The idea here was to acquire as many issues as possible at a cost for each of less than their book value in terms of net-cirrent-assets alone – i.e., giving no value to the plant account and other assets. Our purchases were made typically at two-thirds or less of such stripped-down asset value. In most years we carried a wide diversification here – at least 100 different issues.


Graham’s “net current asset value” approach, apparently works very well. One research study, covering the years 1970 through 1983 showed that portfolios picked at the beginning of each year, and held for one year, returned 29.4 percent, on average, over the 13-year period, compared to 11.5 percent for the S&P 500 Index. Other studies of Graham’s strategy produced similar results.


They were not around much for modern value investors. But the recent drastic decline of the stock market has created these opportunities. In response of this, GuruFocus has created Graham Bargain Screener for value investors to get into these opportunities.

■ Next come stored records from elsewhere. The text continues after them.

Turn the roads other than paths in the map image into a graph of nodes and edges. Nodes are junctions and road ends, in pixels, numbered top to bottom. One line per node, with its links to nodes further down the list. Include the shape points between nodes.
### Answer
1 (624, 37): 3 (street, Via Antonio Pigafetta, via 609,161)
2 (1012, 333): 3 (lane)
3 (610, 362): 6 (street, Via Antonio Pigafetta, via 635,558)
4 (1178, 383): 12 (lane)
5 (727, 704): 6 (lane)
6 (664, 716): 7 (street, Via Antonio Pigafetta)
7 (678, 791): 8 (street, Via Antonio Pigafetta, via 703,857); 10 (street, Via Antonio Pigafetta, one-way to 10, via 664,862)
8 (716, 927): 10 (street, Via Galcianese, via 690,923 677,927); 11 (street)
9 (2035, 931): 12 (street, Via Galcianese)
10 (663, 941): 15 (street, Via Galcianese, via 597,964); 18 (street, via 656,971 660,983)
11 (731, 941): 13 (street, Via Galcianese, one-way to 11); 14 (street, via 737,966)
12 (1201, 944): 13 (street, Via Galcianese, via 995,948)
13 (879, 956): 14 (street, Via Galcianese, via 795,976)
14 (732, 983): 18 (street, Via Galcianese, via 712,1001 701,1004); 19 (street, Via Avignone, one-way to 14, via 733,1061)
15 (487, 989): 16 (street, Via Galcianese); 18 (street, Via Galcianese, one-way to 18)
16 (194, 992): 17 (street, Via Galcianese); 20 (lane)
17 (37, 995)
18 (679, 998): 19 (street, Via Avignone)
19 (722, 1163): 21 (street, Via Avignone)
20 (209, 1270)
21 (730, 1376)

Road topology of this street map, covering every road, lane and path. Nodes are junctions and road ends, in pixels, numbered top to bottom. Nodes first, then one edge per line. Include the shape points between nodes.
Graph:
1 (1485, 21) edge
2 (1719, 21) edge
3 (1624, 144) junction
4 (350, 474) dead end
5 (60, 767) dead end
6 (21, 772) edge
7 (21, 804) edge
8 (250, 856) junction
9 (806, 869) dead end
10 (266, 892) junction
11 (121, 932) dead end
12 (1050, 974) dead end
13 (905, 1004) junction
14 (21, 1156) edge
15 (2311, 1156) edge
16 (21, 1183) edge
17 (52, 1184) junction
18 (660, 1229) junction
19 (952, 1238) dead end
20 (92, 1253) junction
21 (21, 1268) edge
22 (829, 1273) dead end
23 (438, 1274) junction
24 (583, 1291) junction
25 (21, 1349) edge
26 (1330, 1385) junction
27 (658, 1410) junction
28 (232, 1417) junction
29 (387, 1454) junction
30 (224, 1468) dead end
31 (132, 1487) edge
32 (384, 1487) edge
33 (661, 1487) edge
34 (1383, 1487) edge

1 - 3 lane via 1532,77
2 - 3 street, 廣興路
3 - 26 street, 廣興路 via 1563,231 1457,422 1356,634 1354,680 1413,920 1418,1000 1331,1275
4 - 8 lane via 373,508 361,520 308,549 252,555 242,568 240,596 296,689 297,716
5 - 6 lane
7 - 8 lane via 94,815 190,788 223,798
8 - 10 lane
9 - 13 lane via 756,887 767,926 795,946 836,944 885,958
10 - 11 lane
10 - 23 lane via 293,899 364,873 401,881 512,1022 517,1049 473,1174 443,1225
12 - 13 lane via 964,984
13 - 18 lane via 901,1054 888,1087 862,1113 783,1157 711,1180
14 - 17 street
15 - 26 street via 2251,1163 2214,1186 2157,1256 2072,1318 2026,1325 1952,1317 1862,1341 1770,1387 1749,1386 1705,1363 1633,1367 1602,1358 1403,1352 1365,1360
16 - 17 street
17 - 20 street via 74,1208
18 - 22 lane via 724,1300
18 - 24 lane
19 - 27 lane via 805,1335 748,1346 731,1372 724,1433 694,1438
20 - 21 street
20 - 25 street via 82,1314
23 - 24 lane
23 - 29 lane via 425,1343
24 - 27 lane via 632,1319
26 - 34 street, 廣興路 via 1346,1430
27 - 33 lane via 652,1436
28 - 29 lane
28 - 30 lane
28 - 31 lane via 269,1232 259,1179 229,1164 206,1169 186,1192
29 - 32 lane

Ben Graham loved these types of situations, defining the net-net value as:


Cash and short-term investments + (0.75 * accounts receivable) + (0.5 * inventory) - total liabilities


Graham looked for companies whose market values were less than two-thirds of that net-net value.


The risk in investing these companies is that most of them are not well run, and may be losing money continuously. To reduce the risk, we also require these companies have postive operating cash flow, in this way, the companies will probably be able to maintain their operations without burning its cash. We also requires the companies not have meaningful debt.


With this in mind, GuruFocus has created a Graham Net Current Asset Value screener to filter out the companies that meets the net-net value criteria. The rules are:


The stock prices are less than the net current asset value of the companies – Benjamin Graham


During the past 12 months, the companies generated postive operating cashflow.


The company has not meaning debt compared its cash position.


According to Benjamin Graham, some of these companies may well become insolvent as economic conditions get worse, it is important to hold a diversified group of them.


The is the link for Graham NCAV Bargain Screener.


Example: PRLS - Peerless Systems Corp. ($1.92)


Here we like to discuss a company which comes out our list, Peerless Systems Corp (PRLS, Financial). Peerless Systems Corporation is a provider of software-based embedded imaging and networking systems to original equipment manufacturers of digital document products.


The company is in technology sector, which most of value investors would avoid. However, if you look at the balance sheet and the market cap of the company, what the company does becomes irrelevant. The company’s balance sheet is extremely simple. It has $55 million cash, no meaningful PPE, no inventory, more importantly, no debt besides $7.8 million of account payable. Therefore, the company’s equity is $44 million, which is mostly cash. On Nov. 21, the company shares closed at $1.92, which 18 million shares outstanding, the company has a market cap of $35 million, which is less than 80% of the net cash available in the company balance sheet as of July, 31, 2008 .


Balance Sheet July 31, 2008
Cash and Equiv 55.13
Short Term Inv. --
Accts Rec. 1.04
Inventory --
Other Current Assets 0.71
Total Current Assets 56.90
Net PPE 1.04
Intangibles --
Other Long-Term Assets 0.20
Total Assets 57.17
Account Payable 7.81
Current Portion of Long-Term Debt --
Other Current Liab. 1.44
Total Current Liabilities 9.26
Long-Term Debt --
Other Long-Term Liab. 3.66
Total Liabilities 12.93
Total Equity 44.24




What is the risk for PRLS to run out of cash? While, during the last 12 months, the company had about $6 million of operating cash flow. Therefore, it is more likely for the company to increase their cash positions over the coming quarters than to deplete it.


This is a real dollar bill for 80 cents, no assumptions for future earning, no discount cash flow. Do you want it now?


As pointed by Ben Graham, it is important to buy a basket of net current asset bargains for this investing strategy. We have scanned our database, and found moer than 40 companies that are traded at a discount of net current asset value, and have postive operating cash flow. The screener is called Graham NCAV Bargain Screener.